Sebuah karya seni diciptakan dalam latar belakang yang berkaitan dengan kehidupan seniman, seperti kondisi sosial, politik, dan kebudayaan yang melingkupinya. Sebuah karya seni juga memiliki dimensi bentuk dan sisi. Dimensi bentuk sangat variatif dari segi corak, gaya, dan perkembangannya, baik dari periode sejarah masa lampau maupun dari masa sekarang. Selain itu, dimensi isi makna yang tidak terlihat juga sulit untuk ditafsirkan.

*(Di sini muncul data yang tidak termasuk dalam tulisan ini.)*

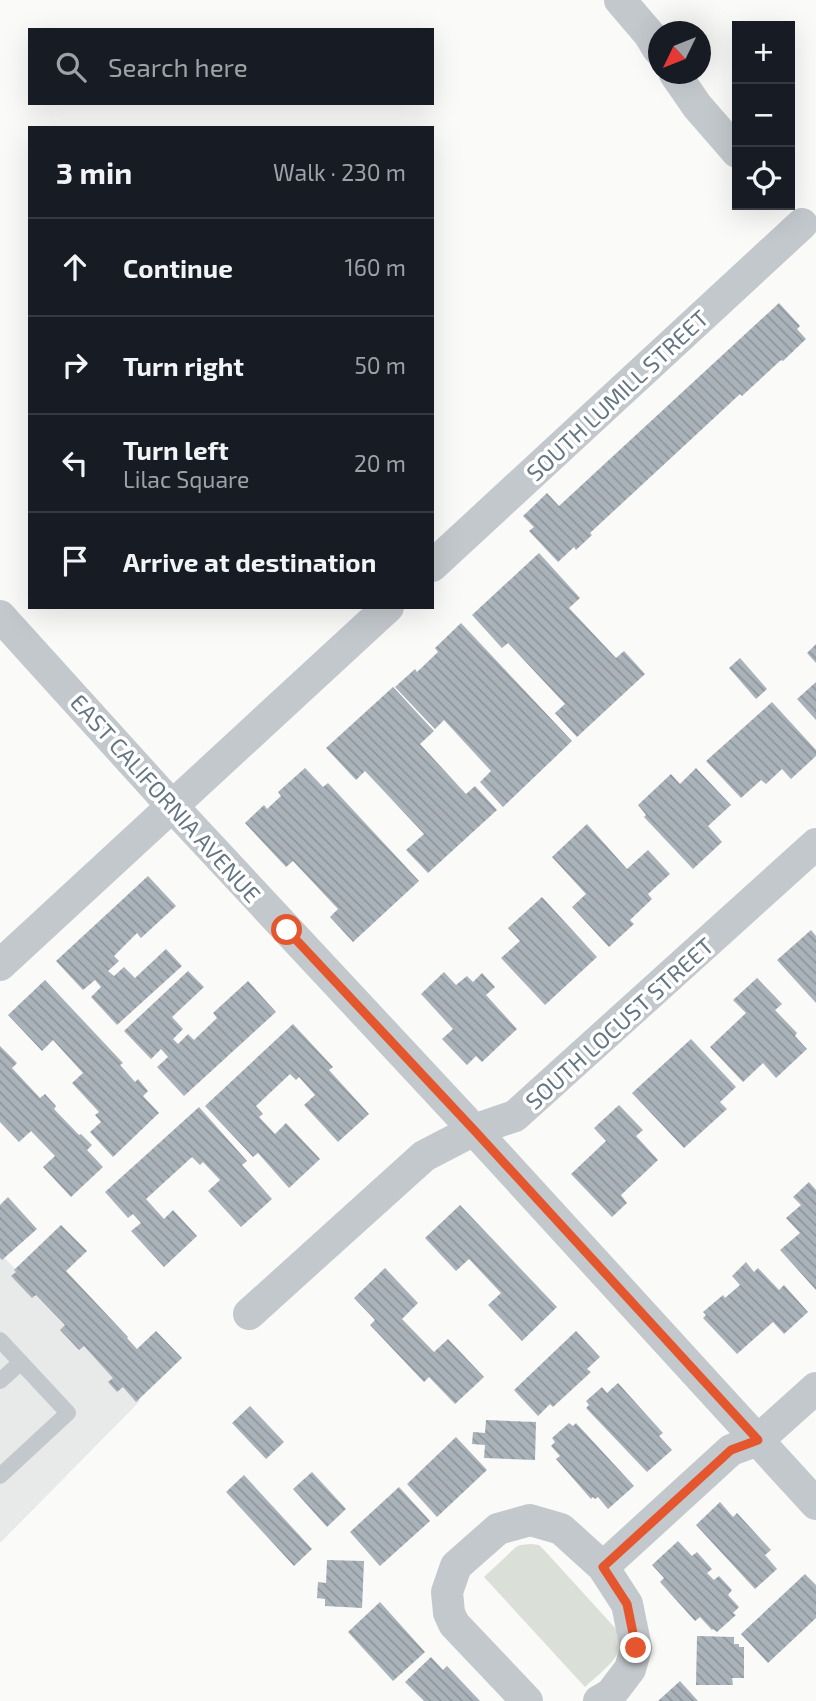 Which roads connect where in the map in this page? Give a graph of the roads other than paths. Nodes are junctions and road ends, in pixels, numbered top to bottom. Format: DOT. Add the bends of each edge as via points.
graph roads {
  1 [pos="620,0"];
  2 [pos="648,33"];
  3 [pos="682,84"];
  4 [pos="733,147"];
  5 [pos="801,222"];
  6 [pos="434,564"];
  7 [pos="386,609"];
  8 [pos="0,615"];
  9 [pos="173,807"];
  10 [pos="816,844"];
  11 [pos="0,964"];
  12 [pos="474,1130"];
  13 [pos="249,1314"];
  14 [pos="0,1340"];
  15 [pos="20,1362"];
  16 [pos="0,1381"];
  17 [pos="816,1388"];
  18 [pos="758,1440"];
  19 [pos="0,1476"];
  20 [pos="816,1504"];
  21 [pos="603,1567"];
  22 [pos="527,1701"];
  23 [pos="599,1701"];
  1 -- 2 [label="street"];
  3 -- 4 [label="street"];
  5 -- 6 [label="street, SOUTH LUMILL STREET"];
  7 -- 9 [label="street"];
  8 -- 9 [label="street, EAST CALIFORNIA AVENUE"];
  9 -- 11 [label="street"];
  9 -- 12 [label="street, EAST CALIFORNIA AVENUE"];
  10 -- 12 [label="street, SOUTH LOCUST STREET" via="516,1116"];
  12 -- 13 [label="street, SOUTH LOCUST STREET" via="424,1156"];
  12 -- 18 [label="street, EAST CALIFORNIA AVENUE"];
  14 -- 15 [label="lane"];
  15 -- 16 [label="lane"];
  15 -- 19 [label="lane" via="68,1413"];
  17 -- 18 [label="street"];
  18 -- 20 [label="street, EAST CALIFORNIA AVENUE"];
  18 -- 21 [label="street" via="731,1450"];
  21 -- 22 [label="street" via="561,1529 530,1520 498,1529 456,1566 447,1592 454,1623"];
  21 -- 23 [label="street" via="627,1604 636,1648 630,1669 611,1694"];
} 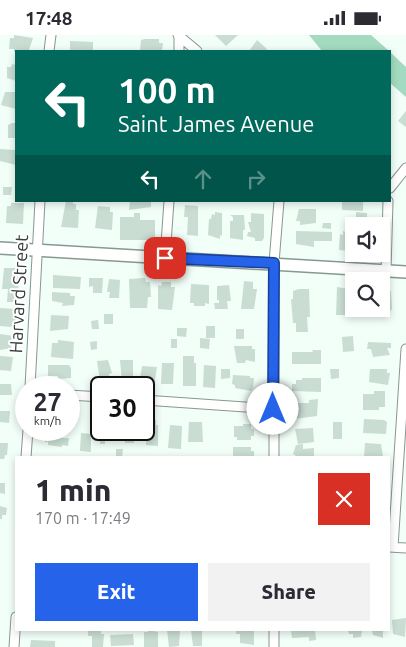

Oleh karena itu, agar menghasilkan bobot penilaian yang baik, seseorang yang melakukan resensi harus memiliki beberapa syarat, di antaranya:
1. memahami sejarah seni rupa, kesenian, dan kebudayaan;
2. harus berpengalaman mengamati karya secara langsung
(otentik), bukan dari repro atau slide;
3. mengetahui dan memahami benar peristilahan (diksi), gaya seni, fungsi seni, opini seniman, dan pakar tentang estetika secara periodik;
4. mengetahui teknik artistik dalam berbagai media;
5. memiliki cita rasa yang terbuka, dalam artian memiliki kapasitas menghargai kreativitas artistik yang beragam;
6. dapat membedakan niat artistik dan pencapaian artistik seniman dalam berkarya;
7. harus objektif dan tidak subjektif (mampu melawan bias simpati terhadap seniman);
8. memiliki sensibilitas kritis saat menghadapi karya yang beragam; serta
9. memiliki temperamen yudisial berdasarkan data yang akurat.
Sumber : Sugiyanto, dkk. 2017. Seni Budaya untuk SMK/MAK Kelas X. Jakarta: Erlangga.